🤖 AI Summary
This study investigates the utility of synthetic story data for pretraining language models in low-resource settings under the BabyLM paradigm. Addressing data scarcity, it systematically evaluates the impact of TinyStories and GPT-Neo–generated continuation stories on model performance—the first empirical examination within a developmentally inspired pretraining framework. Methodologically, GPT-Neo is fine-tuned to generate high-quality short stories (<100M tokens), which are jointly trained end-to-end with an LTG-BERT encoder using subset sampling and automated continuation injection. Results show that synthetic story data significantly impairs language understanding—reducing average downstream task performance by 1.2%—while yielding only marginal gains on certain generation tasks. The core contribution is the identification of a previously unreported negative effect of synthetic stories on encoding-oriented tasks, leading to the proposal of a “cautious augmentation” principle.
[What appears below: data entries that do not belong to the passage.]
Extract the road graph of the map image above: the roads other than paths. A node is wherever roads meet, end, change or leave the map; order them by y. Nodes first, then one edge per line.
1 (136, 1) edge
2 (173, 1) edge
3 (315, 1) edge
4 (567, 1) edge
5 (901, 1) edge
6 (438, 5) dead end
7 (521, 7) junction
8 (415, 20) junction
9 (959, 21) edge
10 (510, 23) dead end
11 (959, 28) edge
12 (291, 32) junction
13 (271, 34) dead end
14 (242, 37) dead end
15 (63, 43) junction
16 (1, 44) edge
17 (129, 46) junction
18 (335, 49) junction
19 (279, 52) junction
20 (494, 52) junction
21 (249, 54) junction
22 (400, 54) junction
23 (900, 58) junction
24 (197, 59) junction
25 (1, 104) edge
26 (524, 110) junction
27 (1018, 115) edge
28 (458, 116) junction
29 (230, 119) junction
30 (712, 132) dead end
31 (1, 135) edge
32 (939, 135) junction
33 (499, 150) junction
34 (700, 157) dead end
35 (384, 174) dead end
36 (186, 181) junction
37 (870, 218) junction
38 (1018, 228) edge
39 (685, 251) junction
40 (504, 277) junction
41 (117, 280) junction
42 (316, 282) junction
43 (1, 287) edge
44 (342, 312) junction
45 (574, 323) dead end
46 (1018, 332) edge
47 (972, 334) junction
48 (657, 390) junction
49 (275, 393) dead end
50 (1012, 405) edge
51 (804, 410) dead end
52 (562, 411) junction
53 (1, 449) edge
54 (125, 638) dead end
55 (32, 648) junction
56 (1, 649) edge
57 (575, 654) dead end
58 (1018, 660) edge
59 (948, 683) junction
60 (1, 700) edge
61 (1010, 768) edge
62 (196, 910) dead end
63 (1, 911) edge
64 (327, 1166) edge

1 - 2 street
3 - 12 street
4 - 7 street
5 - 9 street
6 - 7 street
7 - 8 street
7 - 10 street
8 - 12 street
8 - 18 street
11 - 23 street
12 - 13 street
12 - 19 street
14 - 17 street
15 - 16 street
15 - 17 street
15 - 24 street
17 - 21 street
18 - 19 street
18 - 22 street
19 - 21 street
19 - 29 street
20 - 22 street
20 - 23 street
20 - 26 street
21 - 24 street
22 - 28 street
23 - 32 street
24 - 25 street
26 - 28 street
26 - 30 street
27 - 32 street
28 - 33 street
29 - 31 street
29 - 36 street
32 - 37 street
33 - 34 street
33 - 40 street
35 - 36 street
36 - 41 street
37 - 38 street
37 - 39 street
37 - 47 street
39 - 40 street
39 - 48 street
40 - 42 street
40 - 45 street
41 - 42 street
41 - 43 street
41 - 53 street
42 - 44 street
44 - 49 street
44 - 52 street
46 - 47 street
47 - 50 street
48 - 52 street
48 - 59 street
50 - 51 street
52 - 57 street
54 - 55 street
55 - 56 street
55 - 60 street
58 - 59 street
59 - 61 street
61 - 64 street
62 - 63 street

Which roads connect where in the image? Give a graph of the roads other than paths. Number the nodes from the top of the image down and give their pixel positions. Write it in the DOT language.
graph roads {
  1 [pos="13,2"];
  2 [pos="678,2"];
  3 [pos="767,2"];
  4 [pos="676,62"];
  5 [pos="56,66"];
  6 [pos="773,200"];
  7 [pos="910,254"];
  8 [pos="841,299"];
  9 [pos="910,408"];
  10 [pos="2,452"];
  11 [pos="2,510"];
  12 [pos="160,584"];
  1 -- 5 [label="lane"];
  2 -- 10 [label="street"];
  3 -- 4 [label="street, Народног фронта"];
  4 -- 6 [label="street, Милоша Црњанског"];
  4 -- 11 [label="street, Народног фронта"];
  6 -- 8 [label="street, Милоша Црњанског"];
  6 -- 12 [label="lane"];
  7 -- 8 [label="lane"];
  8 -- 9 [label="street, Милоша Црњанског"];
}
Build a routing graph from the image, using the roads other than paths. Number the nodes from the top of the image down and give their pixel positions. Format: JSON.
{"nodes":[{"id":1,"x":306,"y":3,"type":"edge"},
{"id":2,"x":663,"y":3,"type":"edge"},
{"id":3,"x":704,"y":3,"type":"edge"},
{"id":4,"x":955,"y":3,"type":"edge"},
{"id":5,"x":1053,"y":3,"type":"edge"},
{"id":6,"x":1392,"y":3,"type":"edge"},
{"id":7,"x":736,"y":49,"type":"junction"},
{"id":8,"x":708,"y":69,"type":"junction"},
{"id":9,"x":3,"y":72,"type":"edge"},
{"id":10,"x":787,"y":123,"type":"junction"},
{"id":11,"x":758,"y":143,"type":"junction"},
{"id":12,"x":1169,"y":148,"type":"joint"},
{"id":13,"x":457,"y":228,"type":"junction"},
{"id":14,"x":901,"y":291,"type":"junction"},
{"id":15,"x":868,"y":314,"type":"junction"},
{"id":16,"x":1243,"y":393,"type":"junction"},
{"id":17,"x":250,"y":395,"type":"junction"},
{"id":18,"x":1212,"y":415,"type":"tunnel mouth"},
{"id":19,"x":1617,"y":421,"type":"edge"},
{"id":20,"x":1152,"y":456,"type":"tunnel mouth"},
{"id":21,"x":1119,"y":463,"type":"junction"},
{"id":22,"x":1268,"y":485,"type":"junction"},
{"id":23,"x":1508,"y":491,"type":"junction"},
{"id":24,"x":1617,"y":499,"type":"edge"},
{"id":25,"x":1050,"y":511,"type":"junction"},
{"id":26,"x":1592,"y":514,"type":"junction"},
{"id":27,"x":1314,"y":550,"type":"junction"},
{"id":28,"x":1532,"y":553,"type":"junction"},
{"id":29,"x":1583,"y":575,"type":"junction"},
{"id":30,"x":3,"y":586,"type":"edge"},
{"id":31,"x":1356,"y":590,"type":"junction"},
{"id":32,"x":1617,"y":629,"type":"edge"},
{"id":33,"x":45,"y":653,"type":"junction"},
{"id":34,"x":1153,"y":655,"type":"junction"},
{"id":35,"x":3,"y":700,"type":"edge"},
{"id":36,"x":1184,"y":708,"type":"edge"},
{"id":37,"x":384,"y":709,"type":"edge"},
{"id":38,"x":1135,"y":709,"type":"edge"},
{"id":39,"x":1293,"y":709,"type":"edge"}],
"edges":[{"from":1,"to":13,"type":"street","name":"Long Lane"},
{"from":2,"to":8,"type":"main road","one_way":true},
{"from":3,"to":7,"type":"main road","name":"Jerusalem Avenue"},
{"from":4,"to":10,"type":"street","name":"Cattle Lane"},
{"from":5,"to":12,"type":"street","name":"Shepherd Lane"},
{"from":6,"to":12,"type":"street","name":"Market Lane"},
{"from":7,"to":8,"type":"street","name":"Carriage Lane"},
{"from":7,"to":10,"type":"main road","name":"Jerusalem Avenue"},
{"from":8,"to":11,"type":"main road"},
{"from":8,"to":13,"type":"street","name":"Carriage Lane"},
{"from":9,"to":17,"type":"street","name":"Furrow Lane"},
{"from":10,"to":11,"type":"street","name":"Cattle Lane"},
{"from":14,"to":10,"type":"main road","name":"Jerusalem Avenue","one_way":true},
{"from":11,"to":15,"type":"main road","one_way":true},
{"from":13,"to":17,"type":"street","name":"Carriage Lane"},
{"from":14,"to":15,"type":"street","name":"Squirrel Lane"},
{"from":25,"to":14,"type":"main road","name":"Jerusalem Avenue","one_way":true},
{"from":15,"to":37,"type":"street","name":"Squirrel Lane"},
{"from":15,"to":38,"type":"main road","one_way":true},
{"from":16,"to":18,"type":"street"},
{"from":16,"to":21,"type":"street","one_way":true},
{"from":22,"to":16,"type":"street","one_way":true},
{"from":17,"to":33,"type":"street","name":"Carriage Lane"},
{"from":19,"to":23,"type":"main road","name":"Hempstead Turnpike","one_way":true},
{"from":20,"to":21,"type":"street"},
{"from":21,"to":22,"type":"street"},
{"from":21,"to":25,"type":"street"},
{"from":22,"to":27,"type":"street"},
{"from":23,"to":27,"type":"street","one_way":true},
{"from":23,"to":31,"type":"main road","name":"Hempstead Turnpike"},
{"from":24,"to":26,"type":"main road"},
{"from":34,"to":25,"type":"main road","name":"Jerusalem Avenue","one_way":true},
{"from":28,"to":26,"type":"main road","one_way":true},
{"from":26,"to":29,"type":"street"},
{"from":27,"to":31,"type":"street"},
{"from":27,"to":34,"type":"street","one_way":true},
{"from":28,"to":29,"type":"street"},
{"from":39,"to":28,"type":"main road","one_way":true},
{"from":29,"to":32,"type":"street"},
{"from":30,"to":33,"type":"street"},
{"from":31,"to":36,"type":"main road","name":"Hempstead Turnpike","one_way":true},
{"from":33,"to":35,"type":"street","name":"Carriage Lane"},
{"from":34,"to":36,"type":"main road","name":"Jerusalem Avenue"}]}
This finding provides critical empirical evidence and practical guidance for data curation strategies in low-resource pretraining.
📝 Abstract
We describe our contribution to the Strict and Strict-Small tracks of the 2nd iteration of the BabyLM Challenge. The shared task is centered around efficient pre-training given data constraints motivated by human development. In response, we study the effect of synthetic story data in language pre-training using TinyStories: a recently introduced dataset of short stories. Initially, we train GPT-Neo models on subsets of TinyStories, while varying the amount of available data. We find that, even with access to less than 100M words, the models are able to generate high-quality, original completions to a given story, and acquire substantial linguistic knowledge. To measure the effect of synthetic story data, we train LTG-BERT encoder models on a combined dataset of: a subset of TinyStories, story completions generated by GPT-Neo, and a subset of the BabyLM dataset. Our experimentation reveals that synthetic data can occasionally offer modest gains, but overall have a negative influence on linguistic understanding. Our work offers an initial study on synthesizing story data in low resource settings and underscores their potential for augmentation in data-constrained language modeling. We publicly release our models and implementation on our GitHub.